An ongoing federal and state criminal investigation led to guilty pleas from three individuals and entities involved in a far-reaching scheme to defraud Medicaid, according to the Alaska Department of Law’s Medicaid Fraud Control Unit (MFCU).


Good Faith Services, LLC (Good Faith), was an Anchorage personal care agency. Good Faith provided eligible Medicaid recipients with personal care, transportation, and care coordination services.

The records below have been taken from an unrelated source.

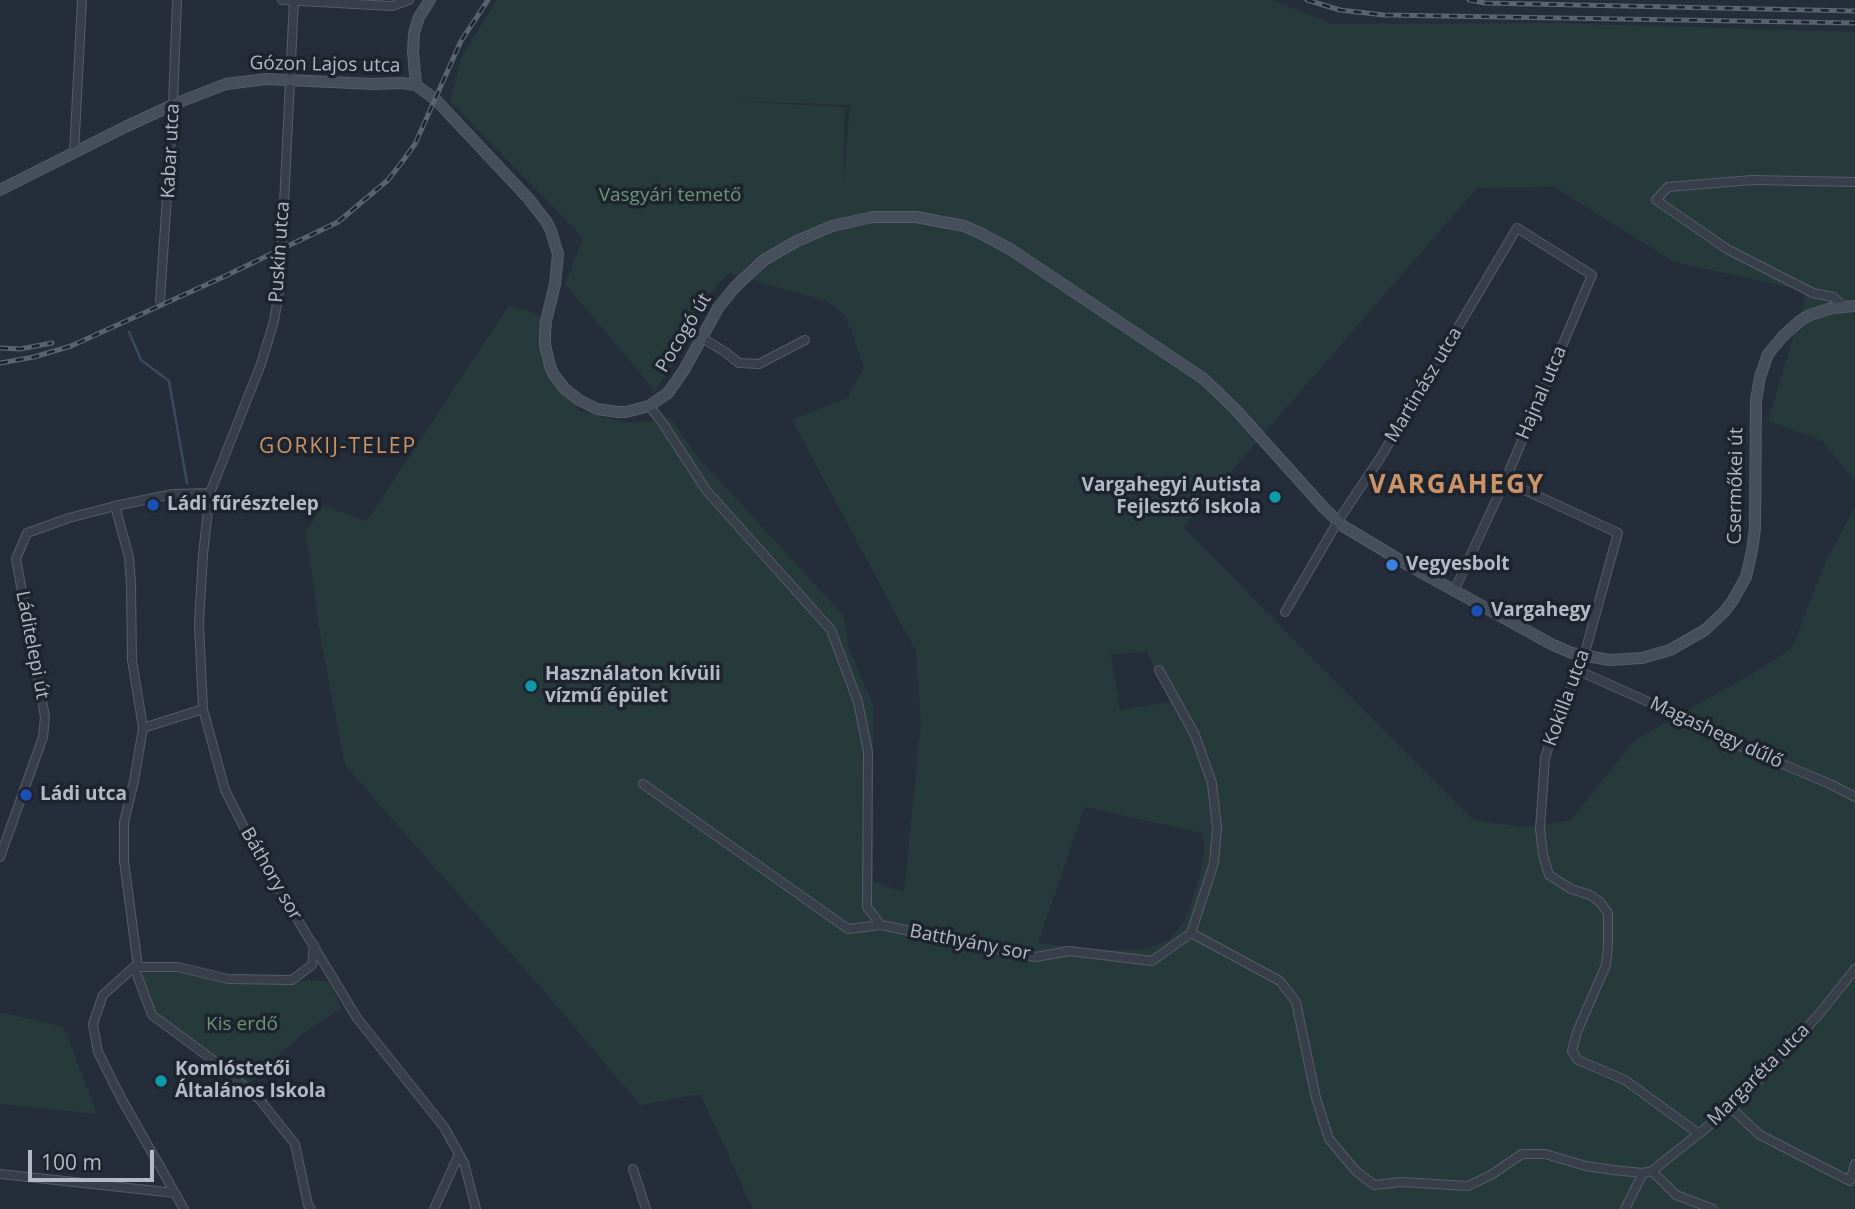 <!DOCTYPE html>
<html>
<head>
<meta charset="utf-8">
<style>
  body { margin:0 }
  #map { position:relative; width:1855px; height:1209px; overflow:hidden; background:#242d39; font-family:"Open Sans",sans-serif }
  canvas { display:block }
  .scale { position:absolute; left:28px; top:1150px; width:126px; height:32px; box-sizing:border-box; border:4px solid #b3bac5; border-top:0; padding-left:9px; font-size:21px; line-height:24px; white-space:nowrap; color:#b3bac5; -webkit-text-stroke:5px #1d242e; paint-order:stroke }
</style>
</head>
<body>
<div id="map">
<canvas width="1855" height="1209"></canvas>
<div class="scale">100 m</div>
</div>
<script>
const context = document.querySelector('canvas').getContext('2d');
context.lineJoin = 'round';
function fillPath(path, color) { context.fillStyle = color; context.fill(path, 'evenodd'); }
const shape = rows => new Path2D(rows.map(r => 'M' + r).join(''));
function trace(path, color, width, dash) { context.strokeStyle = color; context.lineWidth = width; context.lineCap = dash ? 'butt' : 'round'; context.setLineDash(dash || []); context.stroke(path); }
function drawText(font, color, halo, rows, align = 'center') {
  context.font = font + ' "Open Sans",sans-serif'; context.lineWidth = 7; context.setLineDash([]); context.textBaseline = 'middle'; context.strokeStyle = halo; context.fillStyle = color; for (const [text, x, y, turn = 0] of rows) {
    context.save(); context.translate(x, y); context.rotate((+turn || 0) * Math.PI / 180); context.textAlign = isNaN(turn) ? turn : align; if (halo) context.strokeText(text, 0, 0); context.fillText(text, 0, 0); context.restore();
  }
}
fillPath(shape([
  [497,0,1272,0,1333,24,1556,23,1855,32,1855,481,1821,440,1768,421,1807,291,1674,262,1554,187,1477,188,1183,527,1473,820,1524,827,1571,820,1635,740,1757,671,1792,648,1825,563,1855,507,1855,1209,753,1209,700,1094,640,1105,550,998,427,859,345,765,321,641,306,533,322,505,367,521,509,305,539,315,542,332,541,360,558,388,580,411,623,422,646,422,671,418,696,455,844,616,849,649,873,704,873,881,904,892,921,723,916,652,792,420,848,397,864,367,845,315,826,301,728,273,710,294,676,361,655,391,565,284,583,238,450,101,462,56],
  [728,101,850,105,843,187,845,107],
  [1147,652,1170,702,1120,710,1111,654],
  [1085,807,1201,833,1205,849,1199,879,1185,920,1170,939,1147,949,1106,950,1038,943],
  [138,967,178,967,228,979,292,984,307,980,326,981,331,985,342,1008,302,1034,245,1087,152,1015],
  [0,1012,64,1027,97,1114,0,1104]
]), '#273a3b');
trace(shape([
  [129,332,141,360,169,381,187,483]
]), '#3a4a61', 2.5);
const street = shape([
  [282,0,392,6,409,0],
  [294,0,280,286,274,321,261,364,210,493,203,554,199,624,203,709,225,790,255,849,357,1018,444,1127,464,1163,476,1209],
  [74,153,82,0],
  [160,301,173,105,177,0],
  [1843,306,1833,297,1813,293,1727,249,1656,200,1668,187,1752,180,1855,182],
  [701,337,725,352,739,363,759,364,805,340],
  [649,406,662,422,706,490,831,630,858,702,868,752,867,907,881,925,1036,957,1069,951,1152,961,1191,933,1214,863,1217,828,1212,783,1195,735,1159,670],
  [1505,481,1618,533,1584,656,1554,729,1545,758,1540,829,1543,855,1549,875,1571,889,1590,895,1600,902,1608,913,1608,945,1606,965,1577,1032,1572,1051,1578,1060,1625,1080,1699,1134],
  [115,506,129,557,131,583,132,660,143,728,134,781,124,822,124,861,138,967],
  [1285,612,1338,521,1382,455,1517,228,1592,275,1505,481,1454,591],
  [1577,670,1664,709,1751,751,1830,784,1855,797],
  [143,728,203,709],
  [643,784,848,929,881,925],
  [0,857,43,737,45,717,16,559,27,533,69,518,115,506,173,494,210,493],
  [1191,933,1280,981,1296,1002,1316,1098,1329,1139,1356,1171,1374,1185,1401,1182,1468,1186,1491,1175,1522,1154,1545,1154,1586,1166,1613,1170,1643,1173,1652,1171,1676,1195,1713,1209],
  [134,967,152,1015,217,1063,260,1100,295,1144,308,1205,311,1209],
  [1731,1108,1760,1135,1850,1181,1855,1164],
  [633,1169,646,1209],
  [1652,1171,1731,1108,1764,1075,1820,1013,1855,969],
  [0,1174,175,1193],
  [184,1209,121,1098,98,1052,93,1024,103,995,134,967,178,967,228,979,292,980,312,965,314,945],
  [434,1209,459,1154],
  [1625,1209,1643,1173]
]);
const secondary = shape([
  [416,85,413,52,414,33,419,17,430,0],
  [0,190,125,127,177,103,226,84,266,79,373,84,402,83,416,85,436,100,528,198,546,221,551,231,558,254,555,284,546,321,545,334,545,345,550,366,554,375,565,389,579,400,597,409,618,412,626,412,649,406,668,393,684,370,718,308,735,287,764,260,797,241,832,226,873,217,916,217,964,226,980,233,1010,249,1204,379,1235,409,1324,508,1343,526,1408,565,1551,644,1572,653,1609,660,1642,658,1670,650,1705,630,1725,611,1733,600,1746,577,1752,551,1755,528,1756,400,1760,377,1768,354,1783,336,1801,320,1810,315,1832,308,1855,306]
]);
trace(street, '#565d67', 10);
trace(secondary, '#565d67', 12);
trace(street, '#383f4a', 8);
trace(secondary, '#464e5c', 10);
const rail = shape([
  [1307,0,1340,10,1384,15,1855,23],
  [1469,0,1485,3,1855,11],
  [0,348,20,349,52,343],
  [0,363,34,357,71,346,221,278,338,222,388,180,402,162,415,144,461,41,488,0]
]);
trace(rail, '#5a6370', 5);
trace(rail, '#1d242e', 2.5, [8]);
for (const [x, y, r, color] of [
  [1275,497,7,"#0f9aa8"],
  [153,505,7,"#1a4fb4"],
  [1392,565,7,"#3f7fe0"],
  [1477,611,7,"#1a4fb4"],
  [531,686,7,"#0f9aa8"],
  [26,795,7,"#1a4fb4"],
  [161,1081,7,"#0f9aa8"]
]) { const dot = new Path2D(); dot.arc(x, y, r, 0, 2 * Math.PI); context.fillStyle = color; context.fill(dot); trace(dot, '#1d242e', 2.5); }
drawText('19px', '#b3bac5', '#1d242e', [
  ["Gózon Lajos utca",325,65,1],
  ["Kabar utca",171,151,-87],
  ["Puskin utca",280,252,-86],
  ["Pocogó út",684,333,-59],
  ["Martinász utca",1424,385,-59],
  ["Hajnal utca",1542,393,-67],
  ["Csermőkei út",1736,486,-89],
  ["Láditelepi út",32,645,79],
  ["Kokilla utca",1567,698,-70],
  ["Magashegy dűlő",1716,733,25],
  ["Báthory sor",271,874,60],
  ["Batthyány sor",970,943,11],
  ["Margaréta utca",1759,1075,-45]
]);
drawText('19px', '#6c9475', '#1d242e', [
  ["Vasgyári temető",670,196],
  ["Kis erdő",242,1025]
]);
drawText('bold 19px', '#b3bac5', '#1d242e', [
  ["Vargahegyi Autista",1261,486,"right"],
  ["Fejlesztő Iskola",1261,508,"right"],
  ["Ládi fűrésztelep",167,505],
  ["Vegyesbolt",1406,565],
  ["Vargahegy",1491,611],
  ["Használaton kívüli",545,675],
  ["vízmű épület",545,697],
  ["Ládi utca",40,795],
  ["Komlóstetői",175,1070],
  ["Általános Iskola",175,1092]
], 'left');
context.letterSpacing = '2px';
drawText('21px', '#cb9468', '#1d242e', [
  ["GORKIJ-TELEP",338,447]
]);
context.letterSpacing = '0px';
context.letterSpacing = '2px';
drawText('bold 26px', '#cb9468', '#1d242e', [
  ["VARGAHEGY",1457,486]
]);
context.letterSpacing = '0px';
</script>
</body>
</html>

A citizen complaint was filed against Good Faith, which led to a joint investigation by MFCU, the Alaska Department of Health and Social Services, the HHS Office of Inspector General (OIG), the Federal Bureau of Investigation (FBI), and Immigration and Customs Enforcement (ICE). The investigation revealed that 10 full-time Good Faith office employees billed Medicaid almost $400,000 for services they claimed to be providing while simultaneously working in the office; MFCU also alleges that Good Faith fraudulently billed Medicaid for more than $1 million in services provided in violation of Alaska Administrative Regulations by PCAs who had not yet received a valid background check.

In July 2013, 25 Anchorage-based personal care attendants (PCAs) and Medicaid recipients, all of whom were associated with Good Faith, were charged with criminal medical assistance fraud. An additional 53 individuals associated with Good Faith, including 13 of the company’s 16 office staff employees, have also been charged with criminal medical assistance fraud.

Plea Deals

On November 28, 2014, Good Faith pleaded guilty to a single count of medical assistance fraud, which is a class B felony. At the same time, one of Good Faith’s owners, Agnes Francisco, entered a guilty plea to a single count of attempted medical assistance fraud, a class C felony and a related entity, and Anchorage Adult Day Services entered a plea of guilty to a single count of class B misdemeanor medical assistance fraud.

Under its plea agreement, Good Faith will be required to pay a fine of $300,000 and restitution of $1.2 million. Further, Good Faith must permanently dissolve as a corporate entity and provide a declaration to the OIG that it will no longer provide Medicaid services. This follows the state suspending Good Faith’s billing privileges in November 2013. Anchorage Adult Day Services will pay a fine of $20,000 and is permanently suspended from providing Medicaid services.

Francisco, 55, will be sentenced by the court on March 31, 2015. Under the terms of her plea agreement, the court must find that Francisco’s conduct was designed to obtain a substantial pecuniary gain with a low risk of prosecution and punishment, which is an aggravating feature allowing the court to impose a longer period of incarceration. The presumptive range is zero to two years; with the aggravator, Francisco faces up to five years. She may also be fined up to $50,000.